Recorded data START

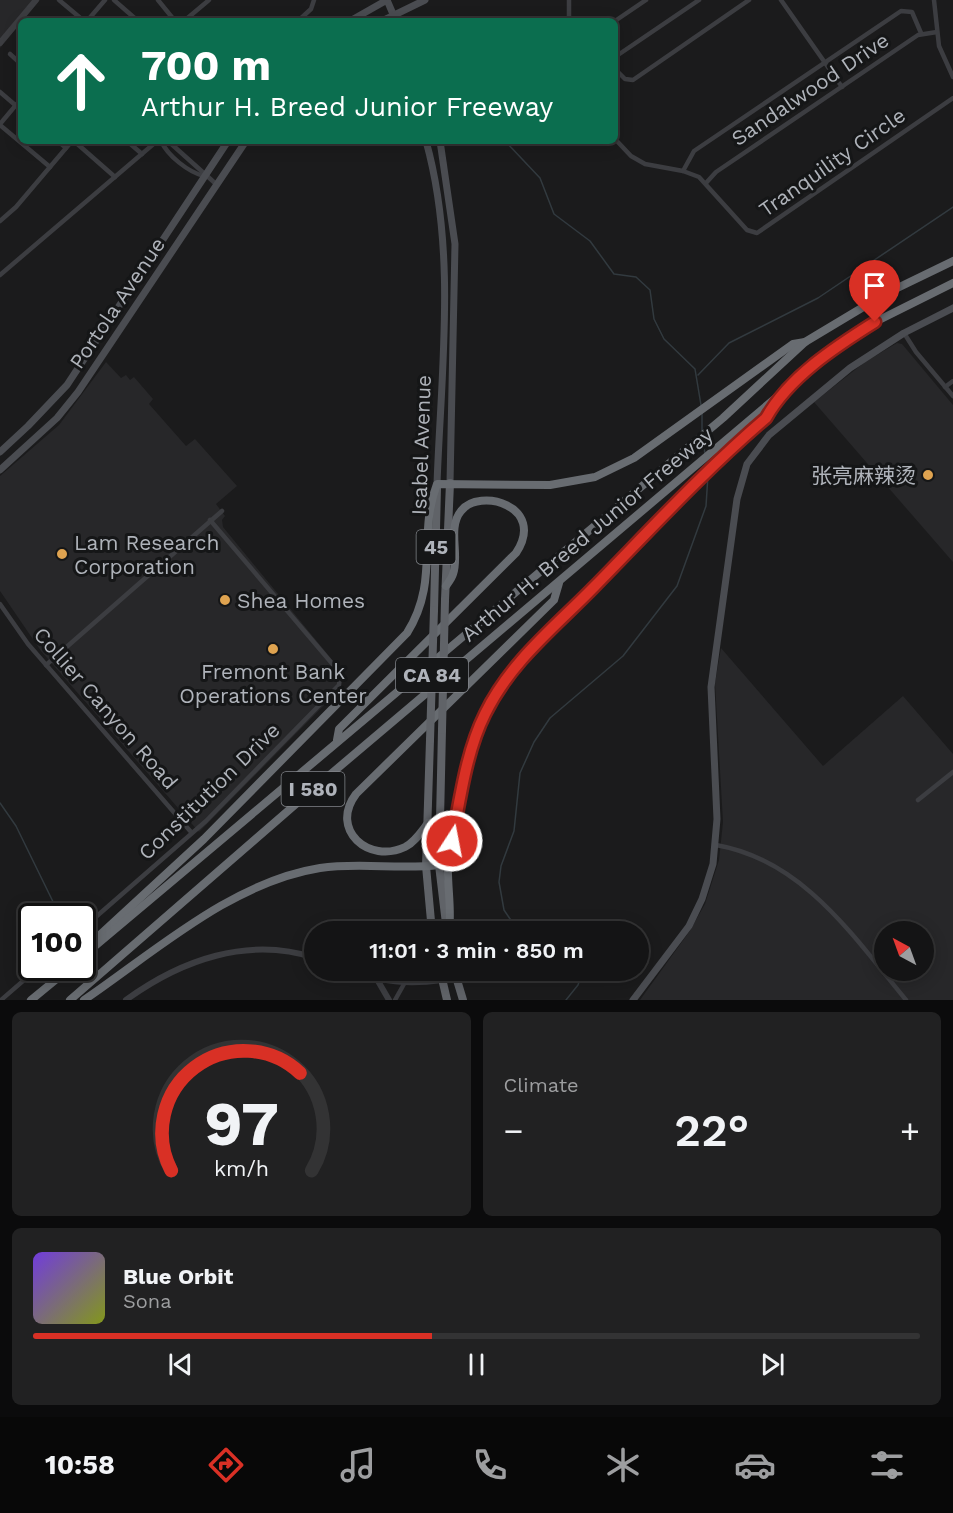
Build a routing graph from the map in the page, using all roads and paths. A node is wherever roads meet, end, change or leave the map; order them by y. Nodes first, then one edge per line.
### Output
1 (36, 0) edge
2 (59, 0) edge
3 (105, 0) edge
4 (114, 0) edge
5 (158, 0) edge
6 (209, 0) edge
7 (314, 0) edge
8 (387, 0) edge
9 (424, 0) edge
10 (569, 0) edge
11 (646, 0) edge
12 (699, 0) edge
13 (749, 0) edge
14 (782, 0) edge
15 (934, 0) edge
16 (374, 3) edge
17 (21, 18) edge
18 (81, 18) edge
19 (88, 18) edge
20 (135, 18) edge
21 (173, 18) edge
22 (188, 18) edge
23 (301, 18) edge
24 (354, 18) edge
25 (380, 18) edge
26 (395, 18) edge
27 (569, 18) edge
28 (618, 19) edge
29 (18, 22) edge
30 (937, 32) junction
31 (921, 33) junction
32 (0, 43) edge
33 (10, 54) dead end
34 (618, 55) edge
35 (18, 61) edge
36 (825, 63) junction
37 (618, 72) edge
38 (953, 77) edge
39 (842, 87) junction
40 (0, 92) edge
41 (953, 98) edge
42 (18, 103) edge
43 (16, 105) junction
44 (0, 124) edge
45 (18, 139) edge
46 (618, 142) edge
47 (23, 144) edge
48 (62, 144) edge
49 (70, 144) edge
50 (76, 144) edge
51 (130, 144) edge
52 (155, 144) edge
53 (162, 144) edge
54 (171, 144) edge
55 (226, 144) edge
56 (244, 144) edge
57 (427, 144) edge
58 (440, 144) edge
59 (66, 147) junction
60 (142, 154) junction
61 (50, 167) junction
62 (683, 171) junction
63 (115, 177) junction
64 (205, 177) junction
65 (706, 183) junction
66 (216, 184) junction
67 (0, 221) edge
68 (953, 261) edge
69 (0, 275) edge
70 (953, 283) edge
71 (953, 308) edge
72 (904, 333) junction
73 (805, 342) junction
74 (953, 381) edge
75 (945, 387) junction
76 (953, 396) edge
77 (778, 398) junction
78 (0, 452) edge
79 (0, 470) edge
80 (450, 483) junction
81 (437, 484) junction
82 (222, 511) dead end
83 (210, 520) junction
84 (559, 583) junction
85 (446, 586) junction
86 (0, 604) edge
87 (434, 610) joint
88 (46, 665) junction
89 (337, 740) junction
90 (953, 772) edge
91 (918, 800) dead end
92 (428, 823) junction
93 (190, 832) junction
94 (716, 844) junction
95 (439, 865) junction
96 (426, 866) junction
97 (96, 916) edge
98 (431, 921) edge
99 (447, 921) edge
100 (448, 921) edge
101 (96, 942) edge
102 (96, 943) edge
103 (304, 956) edge
104 (23, 981) edge
105 (54, 981) edge
106 (378, 981) joint
107 (432, 981) edge
108 (442, 981) edge
109 (457, 981) edge
110 (404, 984) junction
111 (1, 1000) edge
112 (31, 1000) edge
113 (70, 1000) edge
114 (84, 1000) edge
115 (126, 1000) edge
116 (389, 1000) edge
117 (395, 1000) edge
118 (447, 1000) edge
119 (462, 1000) edge
120 (633, 1000) edge
121 (906, 1000) edge

1 - 17 street
2 - 18 street
3 - 19 street
4 - 20 street
5 - 21 street
6 - 22 street
7 - 23 street
8 - 16 main road
8 - 26 main road
9 - 26 main road
10 - 27 street
11 - 28 street
12 - 34 street
13 - 37 street
14 - 36 street
15 - 30 street
16 - 24 main road
16 - 25 main road
29 - 32 street
30 - 31 street, Sandalwood Drive
30 - 38 street
31 - 36 street
31 - 39 street, Sandalwood Drive
33 - 35 street
36 - 39 street
36 - 62 street
39 - 65 street, Sandalwood Drive
40 - 43 street
41 - 65 street, Tranquility Circle
42 - 43 street
43 - 44 street
44 - 45 street
46 - 62 street, Tranquility Circle
47 - 61 street
48 - 59 street
49 - 59 street
50 - 63 street
51 - 60 street
52 - 60 street
53 - 64 street
54 - 64 street
55 - 64 main road, Portola Avenue
56 - 66 main road, Portola Avenue
57 - 81 main road, Isabel Avenue
58 - 80 main road, Isabel Avenue
59 - 61 street
60 - 63 street
61 - 67 street
62 - 65 street, Tranquility Circle
63 - 69 street
64 - 66 street
64 - 78 main road, Portola Avenue
66 - 79 main road, Portola Avenue
68 - 73 highway, Arthur H. Breed Junior Freeway / I 580
70 - 77 highway, Arthur H. Breed Junior Freeway / I 580
71 - 72 main road
72 - 75 street
72 - 94 main road
73 - 80 highway
73 - 89 highway, Arthur H. Breed Junior Freeway / I 580
74 - 75 street
75 - 76 street
77 - 84 highway, Arthur H. Breed Junior Freeway / I 580
77 - 100 highway
80 - 81 highway
80 - 85 highway, Isabel Avenue / 45
81 - 87 highway, Isabel Avenue / 45
81 - 101 highway
82 - 83 street
83 - 88 street
83 - 93 street, Constitution Drive
84 - 92 highway
84 - 113 highway, Arthur H. Breed Junior Freeway / I 580
85 - 89 highway
85 - 95 highway, Isabel Avenue / CA 84, bridge
86 - 88 street, Collier Canyon Road
87 - 92 highway, Isabel Avenue / CA 84, bridge
88 - 93 street, Collier Canyon Road
89 - 102 highway, Arthur H. Breed Junior Freeway / I 580
90 - 91 street
92 - 96 highway, Isabel Avenue / CA 84
93 - 97 street, Constitution Drive
94 - 120 main road
94 - 121 street
95 - 96 highway
95 - 99 highway, Isabel Avenue / CA 84
96 - 98 highway, Isabel Avenue / CA 84
96 - 114 highway
103 - 115 street
104 - 111 street
105 - 112 highway
106 - 110 street
106 - 116 street
107 - 110 street
108 - 118 highway
109 - 119 highway
110 - 117 street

Recorded data END

- [Task]: What lines in the material above contain the word "Breed"? Copy them out.

- [Output for this exercise]:
68 - 73 highway, Arthur H. Breed Junior Freeway / I 580
70 - 77 highway, Arthur H. Breed Junior Freeway / I 580
73 - 89 highway, Arthur H. Breed Junior Freeway / I 580
77 - 84 highway, Arthur H. Breed Junior Freeway / I 580
84 - 113 highway, Arthur H. Breed Junior Freeway / I 580
89 - 102 highway, Arthur H. Breed Junior Freeway / I 580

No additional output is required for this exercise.